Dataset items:
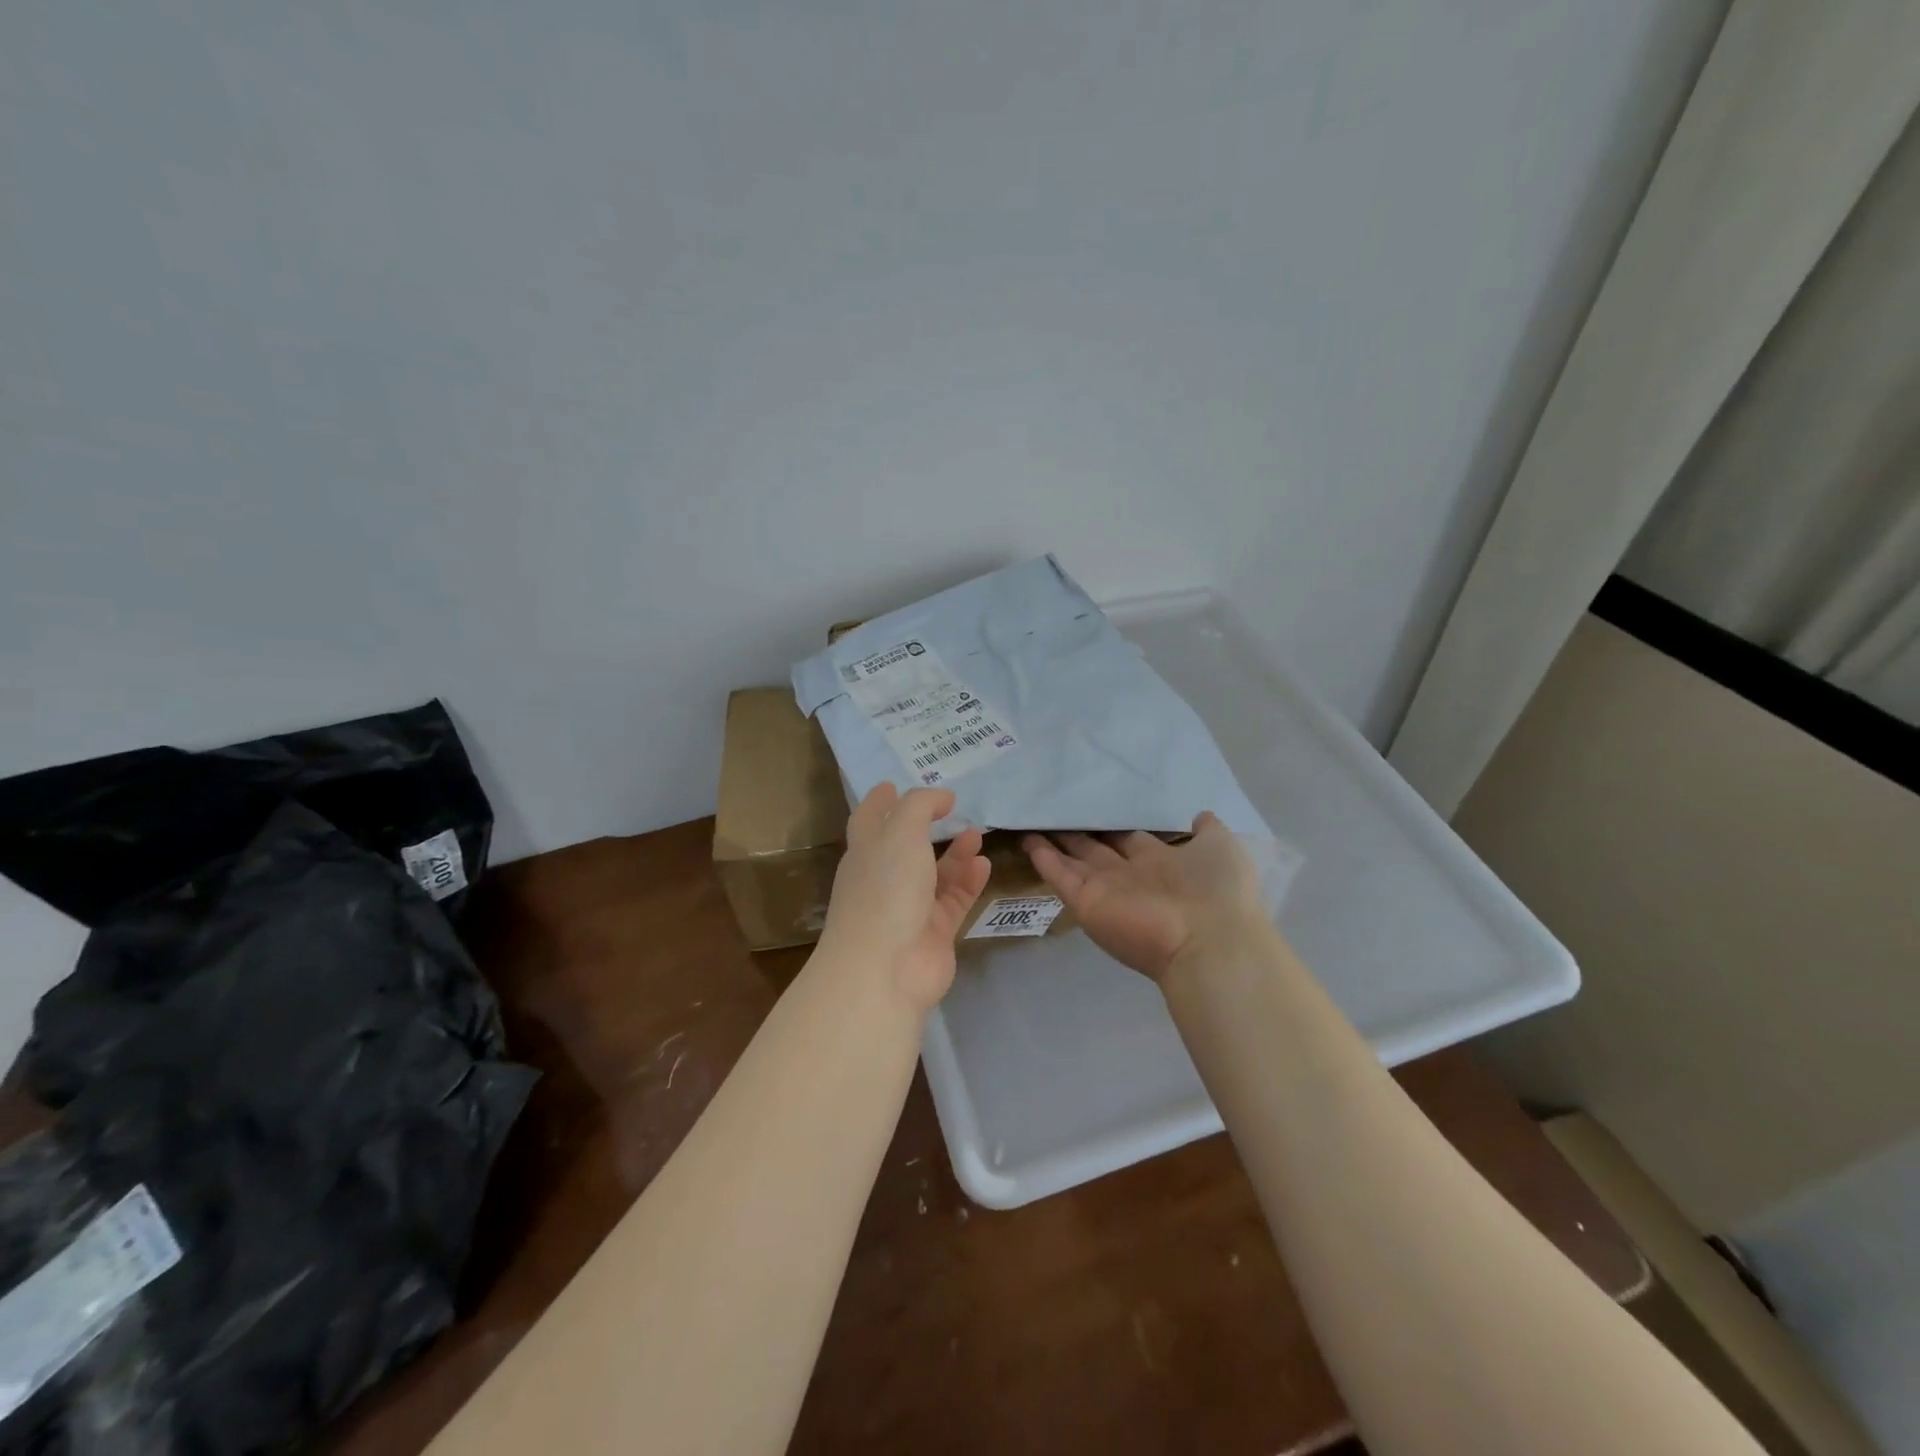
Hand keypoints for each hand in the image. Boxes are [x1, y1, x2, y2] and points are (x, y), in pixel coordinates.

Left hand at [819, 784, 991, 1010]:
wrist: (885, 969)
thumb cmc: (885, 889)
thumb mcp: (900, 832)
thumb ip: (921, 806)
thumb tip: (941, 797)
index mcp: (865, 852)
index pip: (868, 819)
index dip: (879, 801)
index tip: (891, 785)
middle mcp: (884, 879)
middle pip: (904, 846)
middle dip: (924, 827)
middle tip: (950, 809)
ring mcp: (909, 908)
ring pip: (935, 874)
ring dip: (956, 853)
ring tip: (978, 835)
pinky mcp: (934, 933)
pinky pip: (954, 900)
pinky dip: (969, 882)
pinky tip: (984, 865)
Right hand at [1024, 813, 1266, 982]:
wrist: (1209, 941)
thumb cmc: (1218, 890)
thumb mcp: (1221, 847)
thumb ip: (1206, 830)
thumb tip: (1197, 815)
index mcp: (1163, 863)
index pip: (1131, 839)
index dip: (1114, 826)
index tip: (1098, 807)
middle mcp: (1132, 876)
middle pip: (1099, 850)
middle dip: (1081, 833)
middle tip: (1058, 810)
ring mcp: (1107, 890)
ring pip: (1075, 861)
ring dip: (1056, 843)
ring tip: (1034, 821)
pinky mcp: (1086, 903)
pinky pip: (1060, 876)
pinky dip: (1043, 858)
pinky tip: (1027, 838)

- [WHAT THIS TASK INVOLVES]
Find and copy each line above that includes the string "pinky".

- [COMPLETED EXERCISE]
pinky mcp: (934, 933)
pinky pip: (954, 900)
pinky dip: (969, 882)
pinky tip: (984, 865)
pinky mcp: (1086, 903)
pinky pip: (1060, 876)
pinky dip: (1043, 858)
pinky tip: (1027, 838)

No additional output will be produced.